Critical Vulnerability in Telerik Report Server Poses Remote Code Execution Risk
Overview
Progress Software issues a critical alert for users of their Telerik Report Server. The warning follows the identification of a significant security flaw, CVE-2024-6327. It has been assigned a CVSS score of 9.9, which means it is highly severe. The affected versions include Telerik Report Server version 2024 Q2 (10.1.24.514) and earlier ones.
Impact
The vulnerability stems from an insecure deserialization issue. Deserialization flaws occur when apps improperly reconstruct data controlled by an attacker. Such a manoeuvring leads to unauthorized command execution. This specific flaw could allow malicious actors to execute remote code on the affected systems. So, it poses a severe risk to the integrity of the impacted servers.
Recommendation
Progress Software has now addressed the vulnerability. This alert came shortly after the company resolved another critical vulnerability (CVE-2024-4358) in the same software.
Users should update to the latest version to mitigate the risk. As an interim measure, you can change the user for the Report Server Application Pool to one with limited permissions.
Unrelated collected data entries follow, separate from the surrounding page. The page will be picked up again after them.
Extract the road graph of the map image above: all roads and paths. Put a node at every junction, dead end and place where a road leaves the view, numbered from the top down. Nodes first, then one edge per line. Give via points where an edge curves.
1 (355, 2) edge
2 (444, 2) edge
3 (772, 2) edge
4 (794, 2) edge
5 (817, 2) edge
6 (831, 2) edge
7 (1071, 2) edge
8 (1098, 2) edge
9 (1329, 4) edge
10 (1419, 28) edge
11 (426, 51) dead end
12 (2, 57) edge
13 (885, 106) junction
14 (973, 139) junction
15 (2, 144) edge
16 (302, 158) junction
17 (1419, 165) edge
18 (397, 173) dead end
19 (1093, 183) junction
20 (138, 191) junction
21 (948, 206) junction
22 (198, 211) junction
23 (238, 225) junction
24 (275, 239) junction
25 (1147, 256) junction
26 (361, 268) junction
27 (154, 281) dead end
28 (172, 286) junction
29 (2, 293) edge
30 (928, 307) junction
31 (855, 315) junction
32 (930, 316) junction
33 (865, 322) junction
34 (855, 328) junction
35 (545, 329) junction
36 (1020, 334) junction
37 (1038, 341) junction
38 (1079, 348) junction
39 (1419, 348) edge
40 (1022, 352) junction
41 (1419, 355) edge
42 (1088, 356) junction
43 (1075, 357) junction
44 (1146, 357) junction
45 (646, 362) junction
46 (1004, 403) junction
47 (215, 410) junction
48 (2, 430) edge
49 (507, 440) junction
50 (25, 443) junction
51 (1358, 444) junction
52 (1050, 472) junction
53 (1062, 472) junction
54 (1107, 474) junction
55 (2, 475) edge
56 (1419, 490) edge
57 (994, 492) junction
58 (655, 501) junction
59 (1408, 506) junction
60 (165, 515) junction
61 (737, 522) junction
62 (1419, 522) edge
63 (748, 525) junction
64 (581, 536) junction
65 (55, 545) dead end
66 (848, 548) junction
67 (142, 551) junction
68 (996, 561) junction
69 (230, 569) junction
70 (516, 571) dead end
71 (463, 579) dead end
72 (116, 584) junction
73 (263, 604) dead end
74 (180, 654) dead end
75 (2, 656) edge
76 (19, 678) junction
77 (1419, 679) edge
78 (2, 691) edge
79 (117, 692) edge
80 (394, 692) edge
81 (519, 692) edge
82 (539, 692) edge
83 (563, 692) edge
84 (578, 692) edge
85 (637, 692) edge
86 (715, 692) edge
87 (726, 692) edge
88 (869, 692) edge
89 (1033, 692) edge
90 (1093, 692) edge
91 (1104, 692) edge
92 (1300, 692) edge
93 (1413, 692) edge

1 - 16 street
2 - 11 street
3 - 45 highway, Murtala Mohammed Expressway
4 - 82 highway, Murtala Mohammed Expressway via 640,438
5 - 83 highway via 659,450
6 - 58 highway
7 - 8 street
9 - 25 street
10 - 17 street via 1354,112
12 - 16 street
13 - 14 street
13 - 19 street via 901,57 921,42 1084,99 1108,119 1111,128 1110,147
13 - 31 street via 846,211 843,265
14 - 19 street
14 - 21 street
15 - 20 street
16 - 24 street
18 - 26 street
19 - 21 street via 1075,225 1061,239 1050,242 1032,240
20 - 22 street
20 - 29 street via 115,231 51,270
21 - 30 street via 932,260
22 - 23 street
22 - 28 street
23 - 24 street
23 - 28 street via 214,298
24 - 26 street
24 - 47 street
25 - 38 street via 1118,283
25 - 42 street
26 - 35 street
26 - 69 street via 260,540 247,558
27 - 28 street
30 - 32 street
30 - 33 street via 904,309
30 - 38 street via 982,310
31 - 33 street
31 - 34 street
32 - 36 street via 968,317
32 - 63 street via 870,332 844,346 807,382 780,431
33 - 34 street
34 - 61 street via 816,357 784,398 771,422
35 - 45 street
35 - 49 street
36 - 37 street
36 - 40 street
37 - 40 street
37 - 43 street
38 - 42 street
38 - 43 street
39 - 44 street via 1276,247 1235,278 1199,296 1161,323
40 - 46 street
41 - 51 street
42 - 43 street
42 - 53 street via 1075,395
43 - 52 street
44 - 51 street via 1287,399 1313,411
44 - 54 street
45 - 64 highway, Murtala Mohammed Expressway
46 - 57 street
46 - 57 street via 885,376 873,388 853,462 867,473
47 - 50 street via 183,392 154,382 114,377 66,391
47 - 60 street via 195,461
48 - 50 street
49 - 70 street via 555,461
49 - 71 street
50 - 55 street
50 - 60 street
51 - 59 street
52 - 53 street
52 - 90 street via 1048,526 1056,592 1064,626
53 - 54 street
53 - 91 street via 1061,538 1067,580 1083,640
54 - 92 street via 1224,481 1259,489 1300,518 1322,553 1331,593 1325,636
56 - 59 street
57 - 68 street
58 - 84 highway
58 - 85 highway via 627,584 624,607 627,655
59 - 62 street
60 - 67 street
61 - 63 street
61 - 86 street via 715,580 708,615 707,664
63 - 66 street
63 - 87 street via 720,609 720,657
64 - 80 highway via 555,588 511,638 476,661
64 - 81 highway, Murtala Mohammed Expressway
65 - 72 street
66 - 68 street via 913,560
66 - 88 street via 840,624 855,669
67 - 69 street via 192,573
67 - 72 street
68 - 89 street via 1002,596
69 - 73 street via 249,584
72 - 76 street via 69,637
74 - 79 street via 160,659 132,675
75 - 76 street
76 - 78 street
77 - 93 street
To determine if your server is vulnerable, follow these steps:
- Access the Report Server web UI and log in with an admin account.
- Navigate to the Configuration page (~/Configuration/Index).
- Select the About tab; see the version number on the right.
North Korean Hackers Shift Focus to Ransomware Attacks
Overview
A significant shift occurs in the activities of North Korean-linked threat actors. They were previously known for cyber espionage towards financially motivated ransomware attacks. Now, this group has been tracked with the name APT45. They have expanded their OPs to include the deployment of ransomware. This development sets them apart from other nation-state hacking groups linked to North Korea.
Impact
APT45 is a long-standing, moderately sophisticated cyber operator. It has been active since 2009 and initially focused on espionage. APT45 has now been targeting critical infrastructure, and its activities have evolved to include financially motivated cybercrime. It is linked to the deployment of ransomware families like SHATTEREDGLASS and Maui. These ransomware have targeted entities in South Korea, Japan, the United States, etc., in recent years. The shift in these OPs suggests that APT45 may be generating funds to support North Korean state priorities.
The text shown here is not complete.